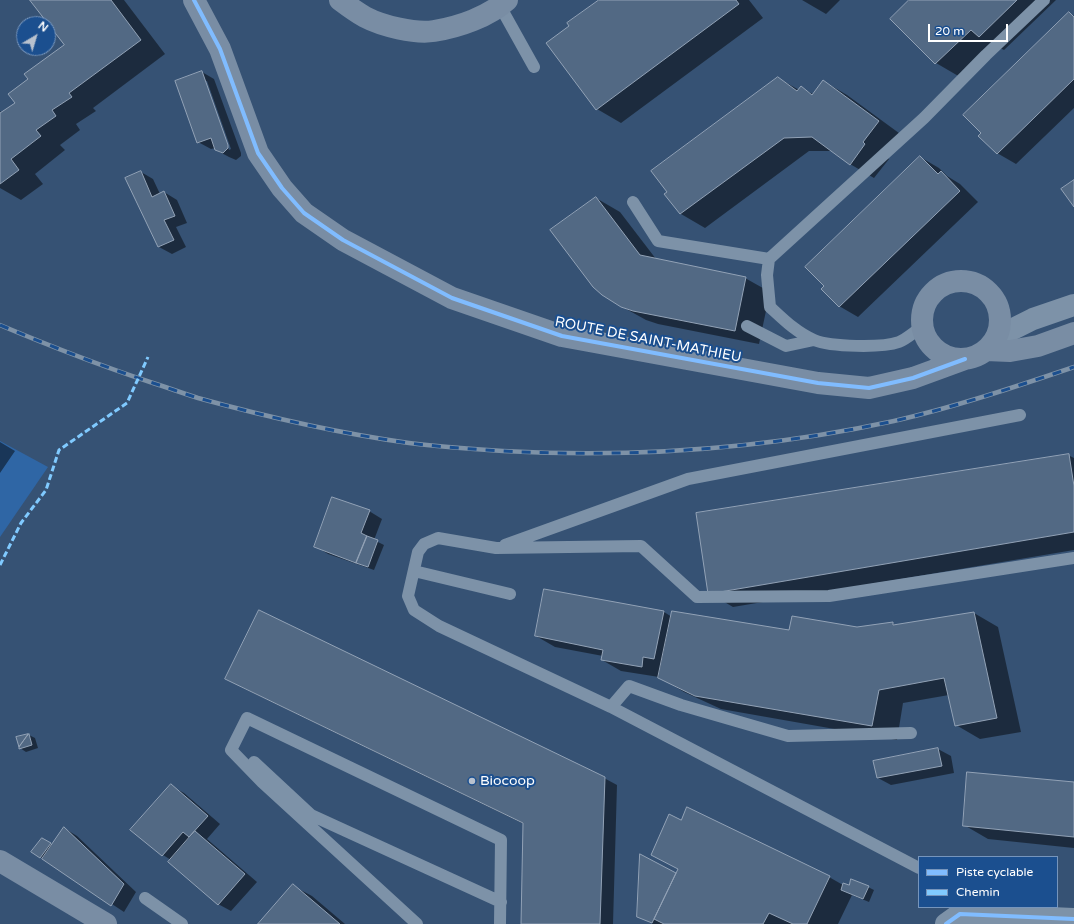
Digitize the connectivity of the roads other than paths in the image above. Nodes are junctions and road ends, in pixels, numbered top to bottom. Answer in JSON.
{"nodes":[{"id":1,"x":194,"y":0,"type":"edge"},
{"id":2,"x":340,"y":0,"type":"edge"},
{"id":3,"x":1044,"y":0,"type":"edge"},
{"id":4,"x":504,"y":3,"type":"edge"},
{"id":5,"x":534,"y":66,"type":"dead end"},
{"id":6,"x":634,"y":202,"type":"dead end"},
{"id":7,"x":768,"y":259,"type":"junction"},
{"id":8,"x":1074,"y":305,"type":"edge"},
{"id":9,"x":747,"y":326,"type":"dead end"},
{"id":10,"x":922,"y":326,"type":"junction"},
{"id":11,"x":1074,"y":333,"type":"edge"},
{"id":12,"x":814,"y":340,"type":"junction"},
{"id":13,"x":992,"y":343,"type":"junction"},
{"id":14,"x":965,"y":360,"type":"junction"},
{"id":15,"x":1020,"y":415,"type":"dead end"},
{"id":16,"x":496,"y":548,"type":"junction"},
{"id":17,"x":1074,"y":558,"type":"edge"},
{"id":18,"x":414,"y":571,"type":"junction"},
{"id":19,"x":510,"y":594,"type":"dead end"},
{"id":20,"x":611,"y":707,"type":"junction"},
{"id":21,"x":910,"y":733,"type":"dead end"},
{"id":22,"x":234,"y":744,"type":"junction"},
{"id":23,"x":0,"y":861,"type":"edge"},
{"id":24,"x":918,"y":867,"type":"edge"},
{"id":25,"x":145,"y":898,"type":"dead end"},
{"id":26,"x":501,"y":902,"type":"junction"},
{"id":27,"x":954,"y":915,"type":"edge"},
{"id":28,"x":1074,"y":919,"type":"edge"},
{"id":29,"x":106,"y":924,"type":"edge"},
{"id":30,"x":182,"y":924,"type":"edge"},
{"id":31,"x":417,"y":924,"type":"edge"},
{"id":32,"x":500,"y":924,"type":"edge"}],
"edges":[{"from":1,"to":14,"type":"street","name":"ROUTE DE SAINT-MATHIEU"},
{"from":2,"to":4,"type":"street"},
{"from":3,"to":7,"type":"lane"},
{"from":4,"to":5,"type":"lane"},
{"from":6,"to":7,"type":"lane"},
{"from":7,"to":12,"type":"lane"},
{"from":8,"to":13,"type":"street"},
{"from":9,"to":12,"type":"lane"},
{"from":10,"to":12,"type":"lane"},
{"from":10,"to":13,"type":"street"},
{"from":10,"to":14,"type":"street"},
{"from":11,"to":13,"type":"street"},
{"from":13,"to":14,"type":"street"},
{"from":15,"to":16,"type":"lane"},
{"from":16,"to":17,"type":"lane"},
{"from":16,"to":18,"type":"lane"},
{"from":18,"to":19,"type":"lane"},
{"from":18,"to":20,"type":"lane"},
{"from":20,"to":21,"type":"lane"},
{"from":20,"to":24,"type":"lane"},
{"from":22,"to":26,"type":"lane"},
{"from":22,"to":26,"type":"lane"},
{"from":22,"to":31,"type":"lane"},
{"from":23,"to":29,"type":"street"},
{"from":25,"to":30,"type":"lane"},
{"from":26,"to":32,"type":"lane"},
{"from":27,"to":28,"type":"street"}]}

Problem: Your copy of the data above should match it exactly, apart from the images.

Response to this task:
Digitize the connectivity of the roads other than paths in the image above. Nodes are junctions and road ends, in pixels, numbered top to bottom. Answer in JSON.
{"nodes":[{"id":1,"x":194,"y":0,"type":"edge"},
{"id":2,"x":340,"y":0,"type":"edge"},
{"id":3,"x":1044,"y":0,"type":"edge"},
{"id":4,"x":504,"y":3,"type":"edge"},
{"id":5,"x":534,"y":66,"type":"dead end"},
{"id":6,"x":634,"y":202,"type":"dead end"},
{"id":7,"x":768,"y":259,"type":"junction"},
{"id":8,"x":1074,"y":305,"type":"edge"},
{"id":9,"x":747,"y":326,"type":"dead end"},
{"id":10,"x":922,"y":326,"type":"junction"},
{"id":11,"x":1074,"y":333,"type":"edge"},
{"id":12,"x":814,"y":340,"type":"junction"},
{"id":13,"x":992,"y":343,"type":"junction"},
{"id":14,"x":965,"y":360,"type":"junction"},
{"id":15,"x":1020,"y":415,"type":"dead end"},
{"id":16,"x":496,"y":548,"type":"junction"},
{"id":17,"x":1074,"y":558,"type":"edge"},
{"id":18,"x":414,"y":571,"type":"junction"},
{"id":19,"x":510,"y":594,"type":"dead end"},
{"id":20,"x":611,"y":707,"type":"junction"},
{"id":21,"x":910,"y":733,"type":"dead end"},
{"id":22,"x":234,"y":744,"type":"junction"},
{"id":23,"x":0,"y":861,"type":"edge"},
{"id":24,"x":918,"y":867,"type":"edge"},
{"id":25,"x":145,"y":898,"type":"dead end"},
{"id":26,"x":501,"y":902,"type":"junction"},
{"id":27,"x":954,"y":915,"type":"edge"},
{"id":28,"x":1074,"y":919,"type":"edge"},
{"id":29,"x":106,"y":924,"type":"edge"},
{"id":30,"x":182,"y":924,"type":"edge"},
{"id":31,"x":417,"y":924,"type":"edge"},
{"id":32,"x":500,"y":924,"type":"edge"}],
"edges":[{"from":1,"to":14,"type":"street","name":"ROUTE DE SAINT-MATHIEU"},
{"from":2,"to":4,"type":"street"},
{"from":3,"to":7,"type":"lane"},
{"from":4,"to":5,"type":"lane"},
{"from":6,"to":7,"type":"lane"},
{"from":7,"to":12,"type":"lane"},
{"from":8,"to":13,"type":"street"},
{"from":9,"to":12,"type":"lane"},
{"from":10,"to":12,"type":"lane"},
{"from":10,"to":13,"type":"street"},
{"from":10,"to":14,"type":"street"},
{"from":11,"to":13,"type":"street"},
{"from":13,"to":14,"type":"street"},
{"from":15,"to":16,"type":"lane"},
{"from":16,"to":17,"type":"lane"},
{"from":16,"to":18,"type":"lane"},
{"from":18,"to":19,"type":"lane"},
{"from":18,"to":20,"type":"lane"},
{"from":20,"to":21,"type":"lane"},
{"from":20,"to":24,"type":"lane"},
{"from":22,"to":26,"type":"lane"},
{"from":22,"to":26,"type":"lane"},
{"from":22,"to":31,"type":"lane"},
{"from":23,"to":29,"type":"street"},
{"from":25,"to":30,"type":"lane"},
{"from":26,"to":32,"type":"lane"},
{"from":27,"to":28,"type":"street"}]}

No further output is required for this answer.